-------- Material for this task --------

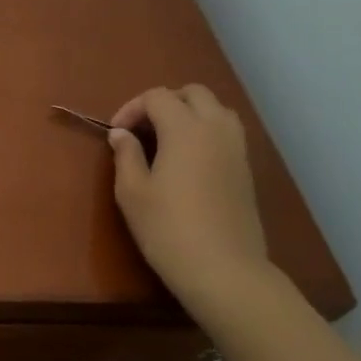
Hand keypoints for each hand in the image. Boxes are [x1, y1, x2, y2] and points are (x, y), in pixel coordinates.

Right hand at [108, 85, 268, 314]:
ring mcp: (237, 148)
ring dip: (190, 113)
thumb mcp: (132, 192)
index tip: (115, 134)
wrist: (222, 268)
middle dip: (164, 102)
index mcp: (185, 129)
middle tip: (142, 129)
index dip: (131, 108)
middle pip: (193, 93)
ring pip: (217, 109)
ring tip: (166, 140)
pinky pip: (227, 132)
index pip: (157, 97)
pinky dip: (206, 132)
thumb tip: (121, 134)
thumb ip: (126, 155)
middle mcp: (216, 129)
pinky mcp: (246, 169)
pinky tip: (188, 160)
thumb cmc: (167, 228)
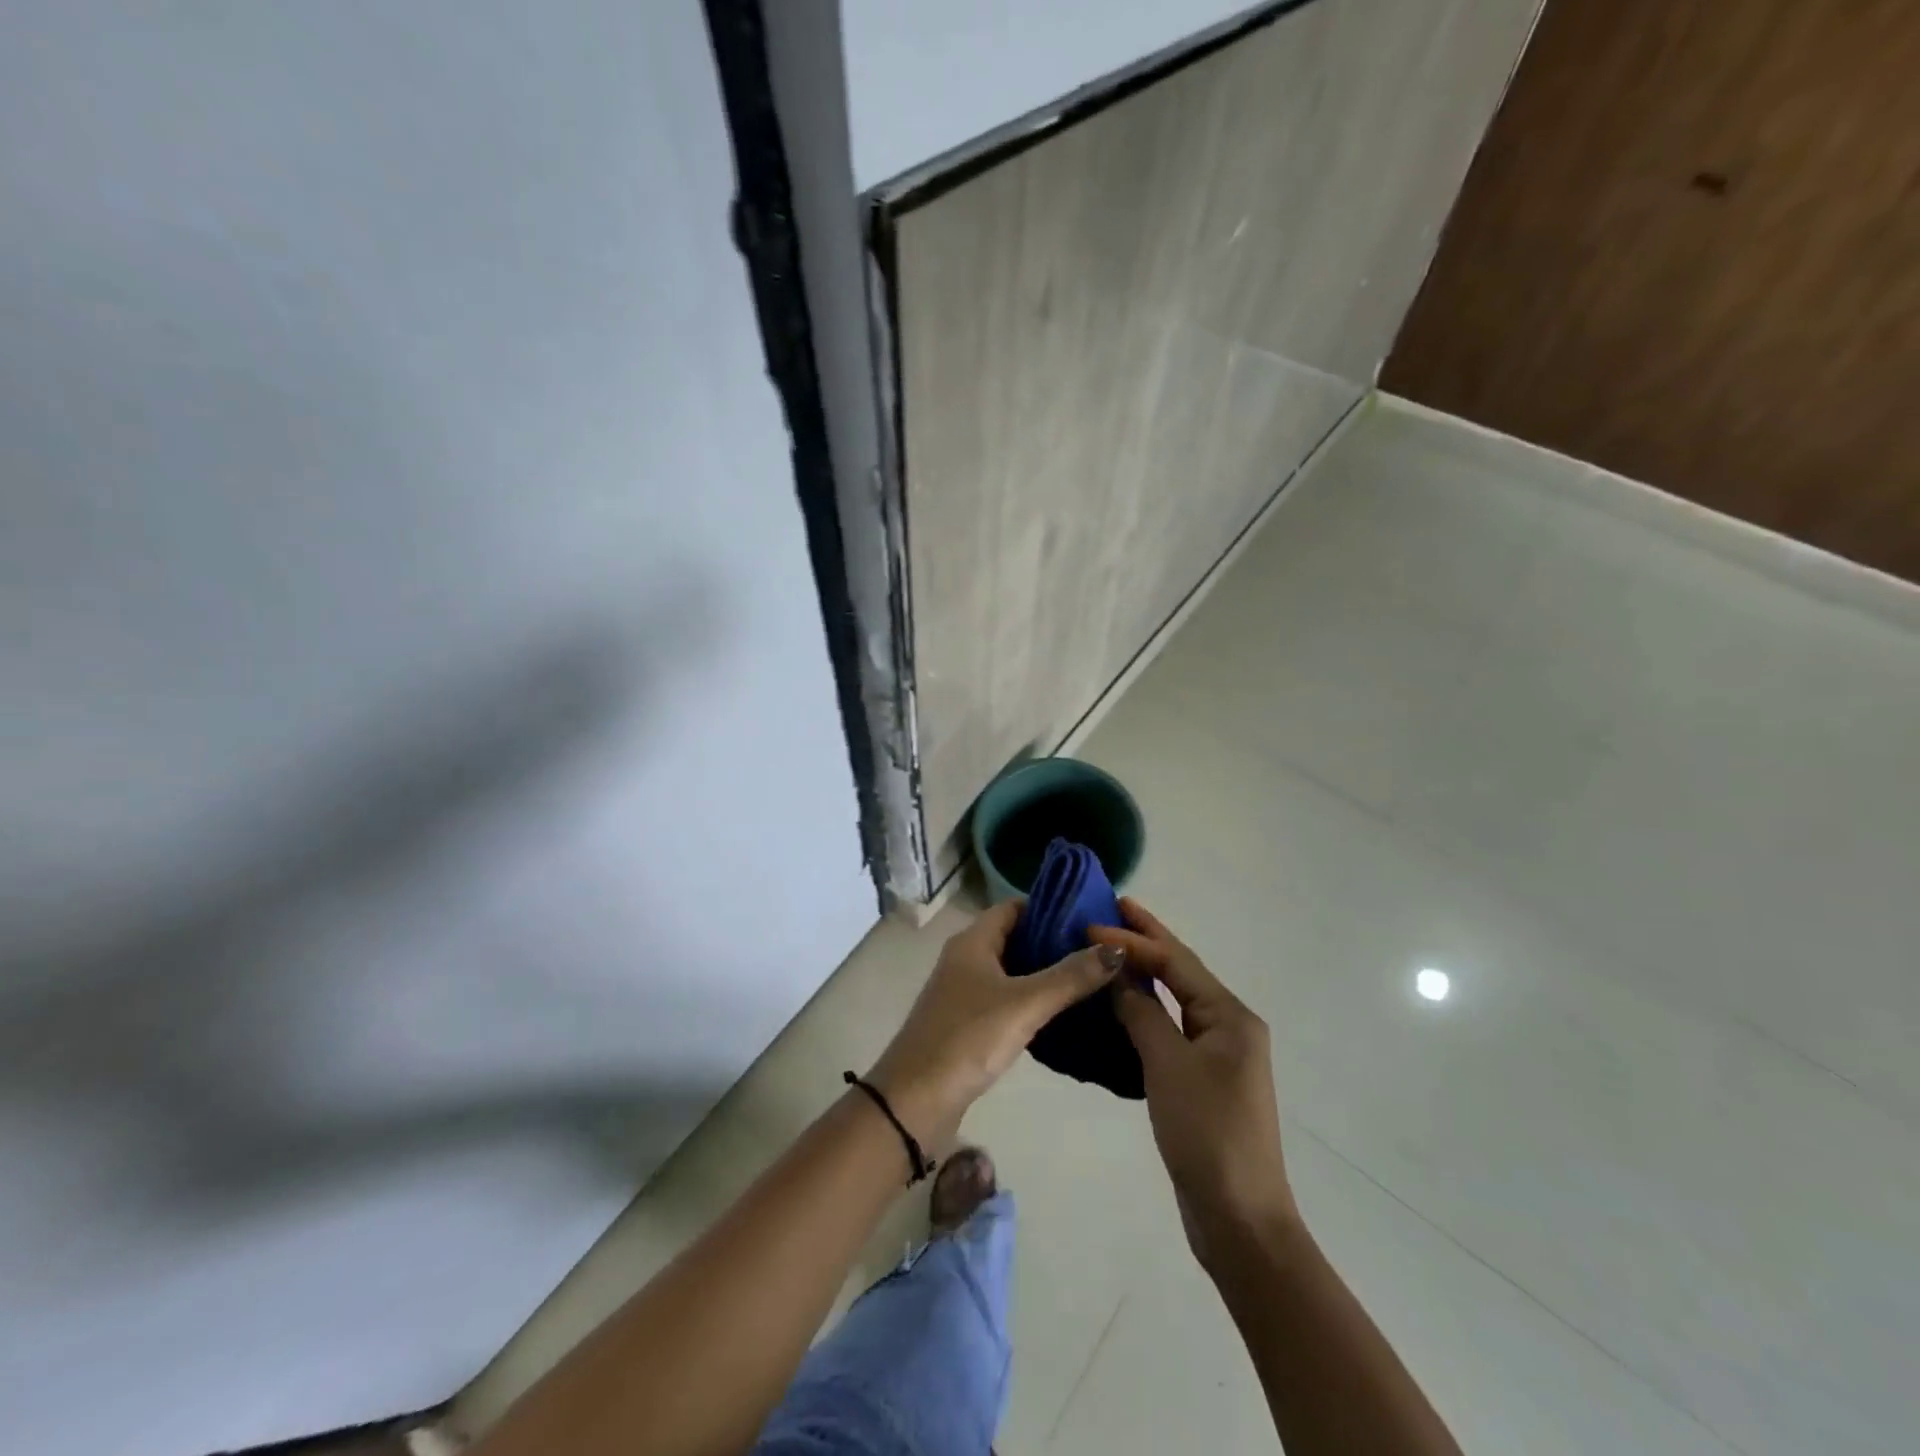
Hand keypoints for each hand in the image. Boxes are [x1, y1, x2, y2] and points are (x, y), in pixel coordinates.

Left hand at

--------

**Work order:** When copying the data above, repeat every word exactly and drop the pictures.

**Output:**
Hand keypoints for each hand in the image. Boxes are [x1, y1, x2, y2] and points are (x, y), in pixel coordinates.

Right hand at [108, 85, 268, 314]:
ring mcp: (237, 148)
ring dip: (190, 113)
thumb mcp: (132, 192)
index tip: (115, 134)
wrist: (222, 268)
middle dip: (164, 102)
index mcp: (185, 129)
middle tip: (142, 129)
index dip: (131, 108)
middle pip: (193, 93)
ring pip: (217, 109)
ring tip: (166, 140)
pinky pip: (227, 132)
index pip: (157, 97)
pinky dip: (206, 132)
thumb tip: (121, 134)
thumb ip: (126, 155)
middle mcp: (216, 129)
pinky mcp: (246, 169)
pinky tip: (188, 160)
thumb cmc: (167, 228)
Hand keypoints for each hand in the image. Boxes are [x1, y1, x2, y2] and points are (x, y), in pixel coordinates.

Left hand at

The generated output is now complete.